(Activity) Look through the lines below and extract any with the word "Circle".

(Records for the task)
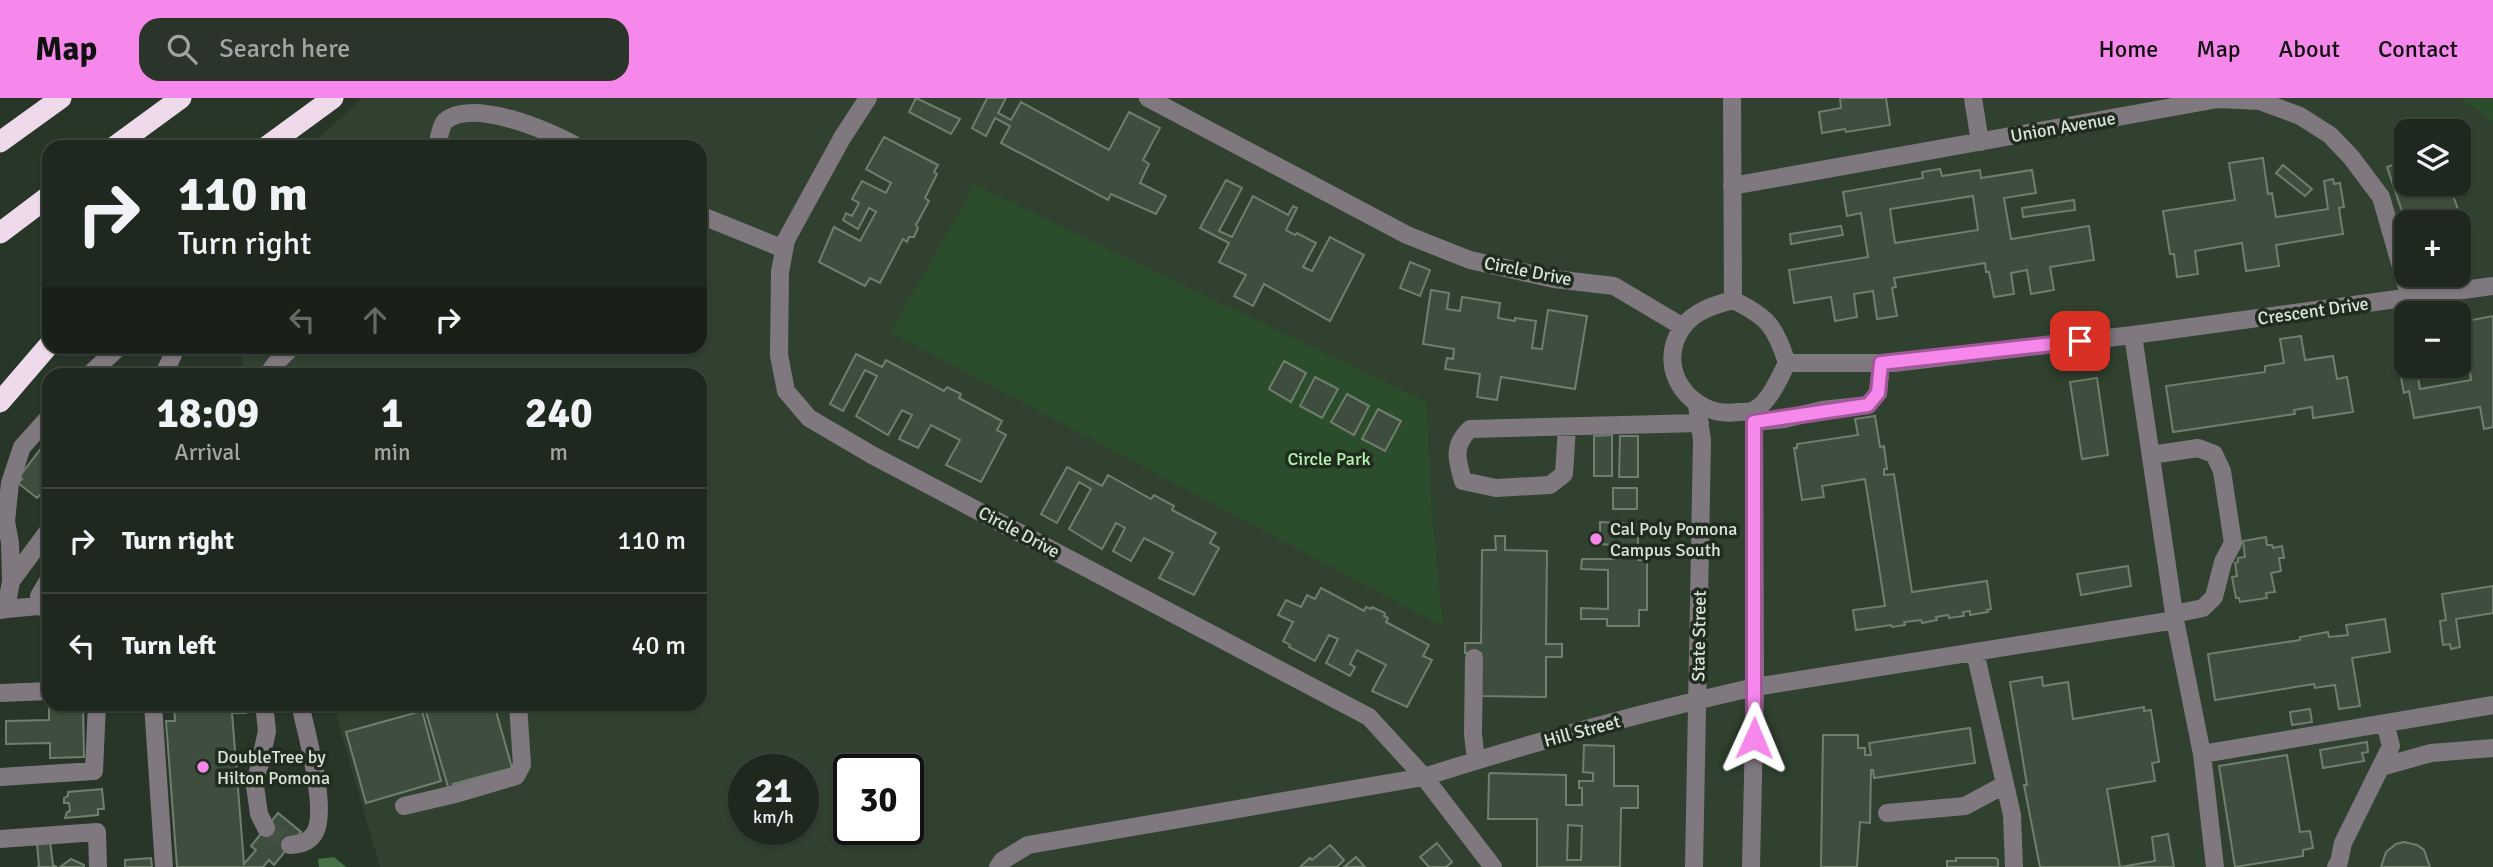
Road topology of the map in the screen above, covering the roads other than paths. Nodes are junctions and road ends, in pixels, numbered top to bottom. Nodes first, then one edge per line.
1 (61, 98) edge
2 (181, 98) edge
3 (333, 98) edge
4 (868, 98) edge
5 (1148, 98) edge
6 (1732, 98) edge
7 (1973, 98) edge
8 (2208, 99) edge
9 (124, 140) edge
10 (276, 140) edge
11 (439, 140) edge
12 (567, 140) edge
13 (0, 142) edge
14 (1980, 142) junction
15 (1732, 186) junction
16 (42, 201) edge
17 (707, 218) edge
18 (0, 233) edge
19 (784, 249) junction
20 (2493, 286) edge
21 (2410, 298) junction
22 (1733, 300) junction
23 (1683, 327) junction
24 (2133, 335) junction
25 (42, 353) edge
26 (111, 354) edge
27 (285, 354) edge
28 (1787, 363) junction
29 (1881, 363) junction
30 (96, 368) edge
31 (272, 368) edge
32 (0, 402) edge
33 (1699, 414) junction
34 (1754, 416) junction
35 (42, 425) edge
36 (1567, 427) junction
37 (2151, 455) junction
38 (42, 539) edge
39 (11, 581) junction
40 (42, 607) edge
41 (3, 610) edge
42 (2175, 617) junction
43 (1975, 652) junction
44 (1474, 658) dead end
45 (1755, 687) junction
46 (42, 691) edge
47 (0, 693) edge
48 (1698, 699) junction
49 (2493, 705) edge
50 (97, 711) edge
51 (153, 711) edge
52 (265, 711) edge
53 (301, 711) edge
54 (518, 711) edge
55 (2385, 723) junction
56 (2493, 748) edge
57 (2202, 754) junction
58 (1476, 760) junction
59 (2381, 767) junction
60 (0, 777) edge
61 (1424, 777) junction
62 (2004, 785) junction
63 (404, 806) dead end
64 (1887, 813) dead end
65 (266, 828) tunnel mouth
66 (0, 839) edge
67 (290, 845) dead end
68 (98, 867) edge
69 (164, 867) edge
70 (998, 867) edge
71 (1493, 867) edge
72 (1694, 867) edge
73 (1751, 867) edge
74 (2014, 867) edge
75 (2215, 867) edge
76 (2336, 867) edge

1 - 13 highway
2 - 9 highway
3 - 10 highway
4 - 19 street, Circle Drive
5 - 23 street, Circle Drive
6 - 15 street
7 - 14 street
8 - 14 street, Union Avenue
8 - 21 street, Union Avenue
11 - 12 street
14 - 15 street, Union Avenue
15 - 22 street
16 - 18 highway
17 - 19 street
19 - 61 street, Circle Drive
20 - 21 street, Crescent Drive
21 - 24 street, Crescent Drive
22 - 23 street
22 - 28 street
23 - 33 street
24 - 29 street, Crescent Drive
24 - 37 street
25 - 32 highway
26 - 30 street
27 - 31 street
28 - 29 street, Crescent Drive
28 - 34 street
29 - 34 street
33 - 34 street
33 - 36 street
33 - 48 street, State Street
34 - 45 street
35 - 39 street
36 - 36 street
37 - 42 street
37 - 42 street, Hill Street
38 - 39 street
39 - 41 street
40 - 41 street
42 - 43 street, Hill Street
42 - 57 street
43 - 45 street, Hill Street
43 - 62 street
44 - 58 street
45 - 48 street, Hill Street
45 - 73 street
46 - 47 street
48 - 58 street, Hill Street
48 - 72 street, State Street
49 - 55 street
50 - 60 street
51 - 69 street
52 - 65 street
53 - 67 street
54 - 63 street
55 - 57 street
55 - 59 street
56 - 59 street
57 - 75 street
58 - 61 street, Hill Street
59 - 76 street
61 - 70 street, Hill Street
61 - 71 street, Circle Drive
62 - 64 street
62 - 74 street
66 - 68 street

(Answer box)
4 - 19 street, Circle Drive
5 - 23 street, Circle Drive
19 - 61 street, Circle Drive
61 - 71 street, Circle Drive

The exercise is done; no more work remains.